For the last few months, I’ve been writing an app that gathers social network data in real time and does some calculations to it before sending it on to a user’s browser. I decided to use Server-Sent Events (SSEs, aka EventSource), and wanted to share my learnings.
An EventSource uses HTTP streaming and keeps a connection to the server, which will continuously send an event-stream (more on those below). Communication is one-way, the client has no way to communicate back with the server through the event-stream.

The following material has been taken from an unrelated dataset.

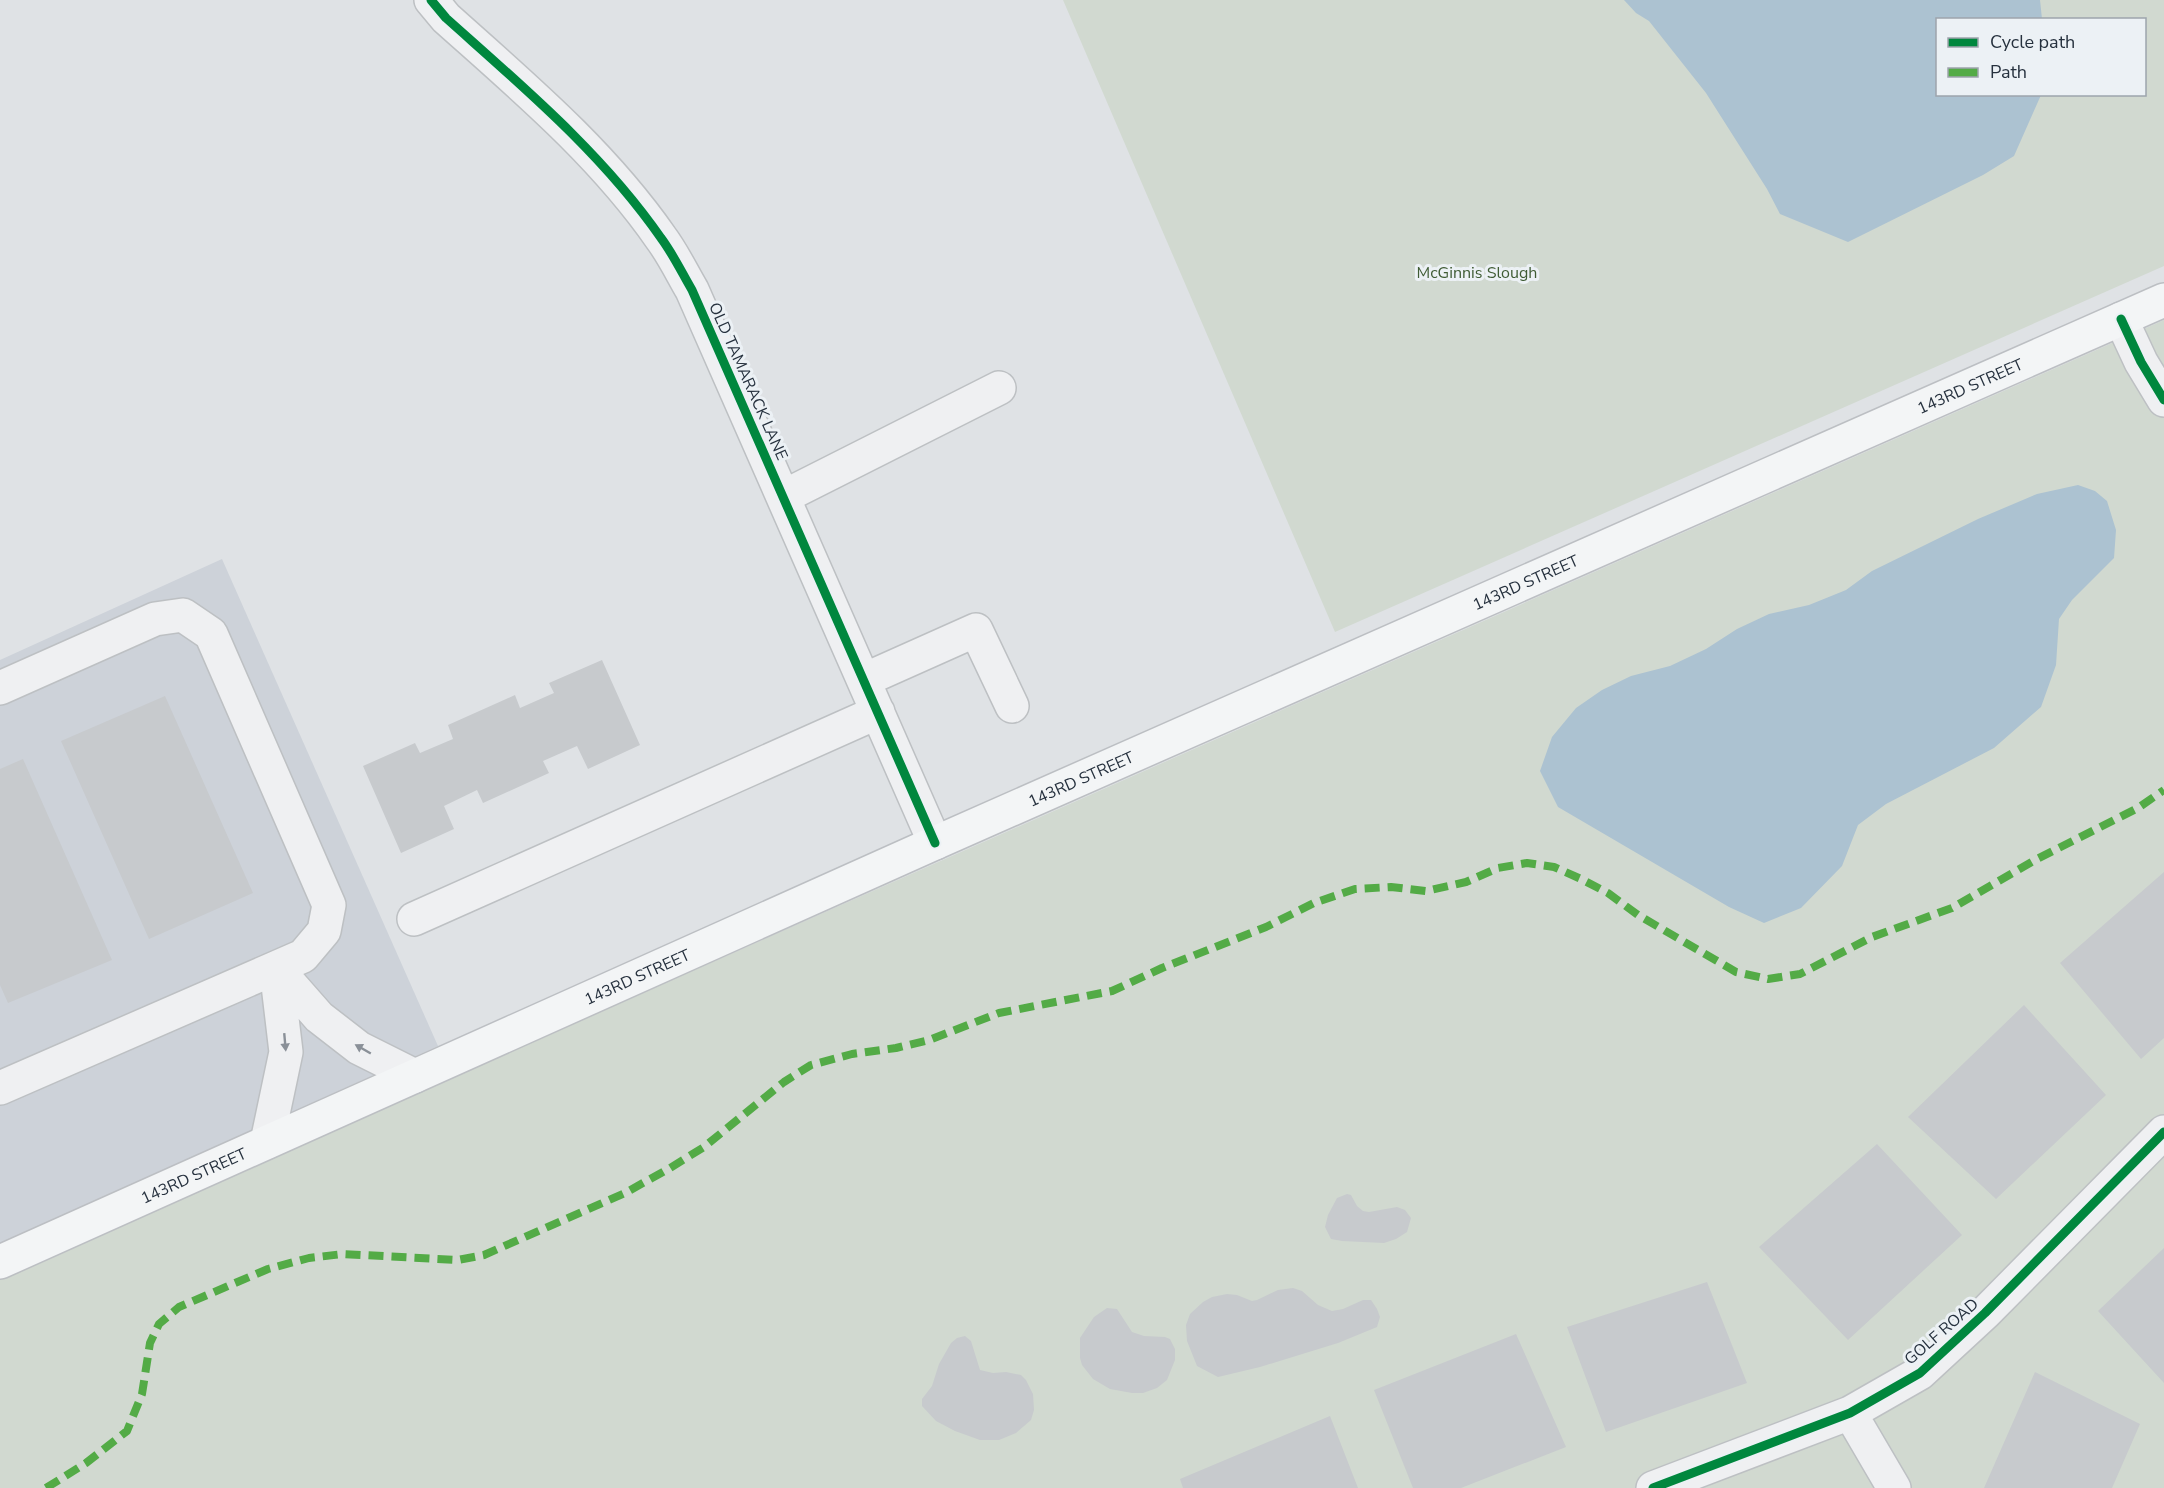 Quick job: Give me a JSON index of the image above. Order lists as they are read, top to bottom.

Anatomy of an EventSource request
To illustrate how EventSources work, consider the scenario of a live stock ticker app. Here’s how an EventSource HTTP request and response might look:
=> GET http://foo.com/stocks/GOOG
- HEADERS -
Accept: text/event-stream
<= HTTP/1.1 200 OK
- RESPONSE HEADERS -
Content-Type: text/event-stream
- RESPONSE BODY -
data: {"time": 1342067399340, "price": "$597.32"}
:a comment to keep the connection alive perhaps
data: Events are sent in real-time
data: {"time": 1342067400233, "price": "$597.33"}
id: 124
event: news
data: {"url": "http://foo.com", "note": "This event has a type"}
...
There are a few things to note here:
- An event is simply some lines of text with special prefixes like
data:
,event:
, orid:
- Events are terminated by multiple line feeds (
\n
) - Events may have a type or id, but it’s optional
- Comments should be sent every so often when data isn’t to keep connections alive
Example client and server code
Here’s what we might write for a web client that would consume an EventSource and update a stock chart and news ticker in real-time.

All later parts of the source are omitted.